Relativamente à cláusula suspensiva, o Parlamento Europeu detalha que a Comissão poderia propor a suspensão da totalidade ou de parte das preferências comerciais se os EUA impusessem direitos aduaneiros adicionais que excedessem o limite máximo acordado de 15%, ou quaisquer novos direitos sobre as mercadorias da UE. A cláusula suspensiva poderia também ser ativada se os EUA, por exemplo, comprometessem os objetivos do acordo, discriminassem os operadores económicos da UE, ameaçassem a integridade territorial dos Estados-membros, as políticas externa e de defesa ou participassem na coerção económica.
Relativamente à cláusula “sunrise”, esta faz com que as novas tarifas só se tornem efetivas se os EUA respeitarem os seus compromissos. Estes incluem reduzir para um máximo de 15% os direitos aduaneiros sobre os produtos da UE com um teor de aço e alumínio inferior a 50%. Já para os produtos da UE com um teor de aço e alumínio superior a 50%, e a menos que os EUA reduzam os seus direitos aduaneiros para um máximo de 15%, as preferências da UE de produtos de aço, alumínio e derivados exportados pelos EUA deixariam de ser aplicáveis seis meses após a entrada em vigor do regulamento.

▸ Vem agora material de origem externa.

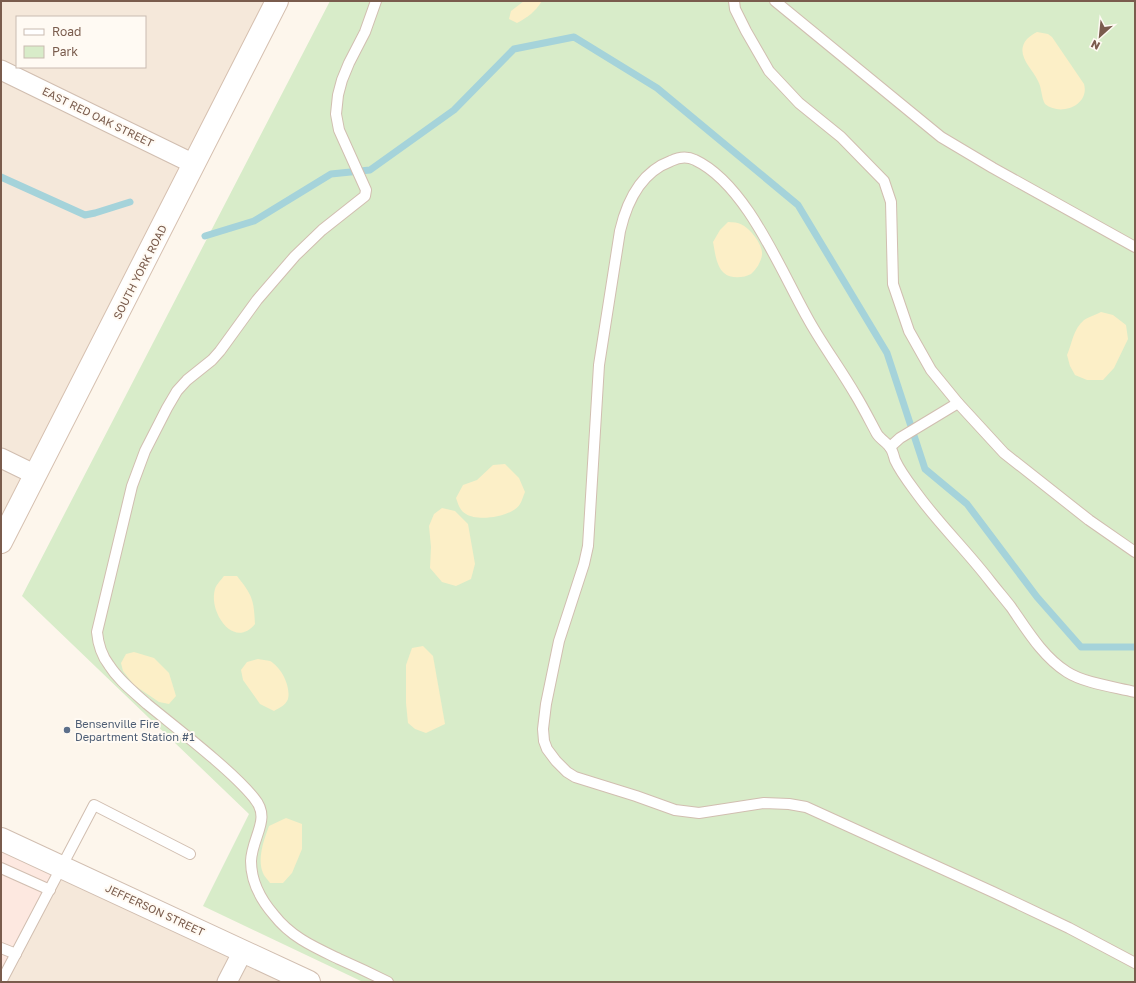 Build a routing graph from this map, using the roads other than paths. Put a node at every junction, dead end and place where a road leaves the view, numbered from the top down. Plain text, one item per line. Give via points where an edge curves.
1 (277, 1) edge
2 (376, 1) edge
3 (734, 1) edge
4 (775, 1) edge
5 (1, 70) edge
6 (194, 164) junction
7 (1135, 247) edge
8 (958, 403) junction
9 (890, 447) junction
10 (1, 458) edge
11 (36, 475) junction
12 (1, 542) edge
13 (1135, 552) edge
14 (1135, 692) edge
15 (1, 839) edge
16 (190, 854) dead end
17 (61, 867) junction
18 (1, 868) edge
19 (50, 890) junction
20 (1, 948) edge
21 (243, 951) junction
22 (16, 954) junction
23 (1135, 963) edge
24 (2, 982) edge
25 (227, 982) edge
26 (309, 982) edge
27 (388, 982) edge

1 - 6 main road, SOUTH YORK ROAD
2 - 27 lane via 365,32 342,80 336,119 366,190 365,196 322,230 290,262 257,300 220,351 182,385 167,408 145,451 132,486 97,632 100,648 113,672 138,696 228,770 259,804 262,815 252,851 252,871 254,882 274,916 306,943
3 - 8 lane via 746,32 769,71 799,103 841,137 884,181 891,202 893,284 909,331 931,370
4 - 7 lane via 941,137
5 - 6 street, EAST RED OAK STREET
6 - 11 main road, SOUTH YORK ROAD
8 - 9 lane via 900,438
8 - 13 lane via 1004,453 1089,520
9 - 14 lane via 900,470 917,494 973,559 1033,639 1052,660 1076,676
9 - 23 lane via 877,434 817,335 742,202 726,184 695,160 677,158 655,169 634,192 623,216 620,231 599,365 588,546 558,641 550,678 543,729 547,749 562,768 575,777 675,810 699,813 764,803 799,806 814,811 993,892
10 - 11 street
11 - 12 main road, SOUTH YORK ROAD
15 - 17 main road, JEFFERSON STREET
16 - 17 lane via 94,805
17 - 19 lane
17 - 21 main road, JEFFERSON STREET
18 - 19 lane
19 - 22 lane
20 - 22 lane
21 - 25 street
21 - 26 main road, JEFFERSON STREET
22 - 24 lane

“Com a votação de hoje, dispomos de um mandato forte para as negociações com o Conselho e tencionamos tirar o máximo partido dele. Os eurodeputados só poderão subscrever as condições comerciais do acordo se o regulamento incluir salvaguardas muito sólidas e claras, e apenas depois de os EUA terem respeitado integralmente os termos do acordo. Tenciono defender este mandato com firmeza nas negociações”, declara o relator Bernd Lange (S&D, DE).
E acrescenta: “As condições estão claramente definidas na posição do Parlamento Europeu. Estas incluem uma cláusula de entrada em vigor que exige o cumprimento integral por parte dos EUA antes de o regulamento poder entrar em vigor, e uma cláusula de caducidade que garante o controlo parlamentar total sobre qualquer prorrogação das concessões, mantendo-se sempre em conformidade com as regras da Organização Mundial do Comércio. Qualquer nova ameaça de imposição de direitos aduaneiros, ou se o acordo não trouxer benefícios para os produtores e consumidores da UE, levará à caducidade da legislação”.
Segundo o Eurostat, a UE importa dos Estados Unidos produtos agrícolas como soja, milho, frutos secos, fruta e alimentos processados, além de peixes e mariscos, representando cerca de 6,1 % das importações agrícolas totais da UE em 2024.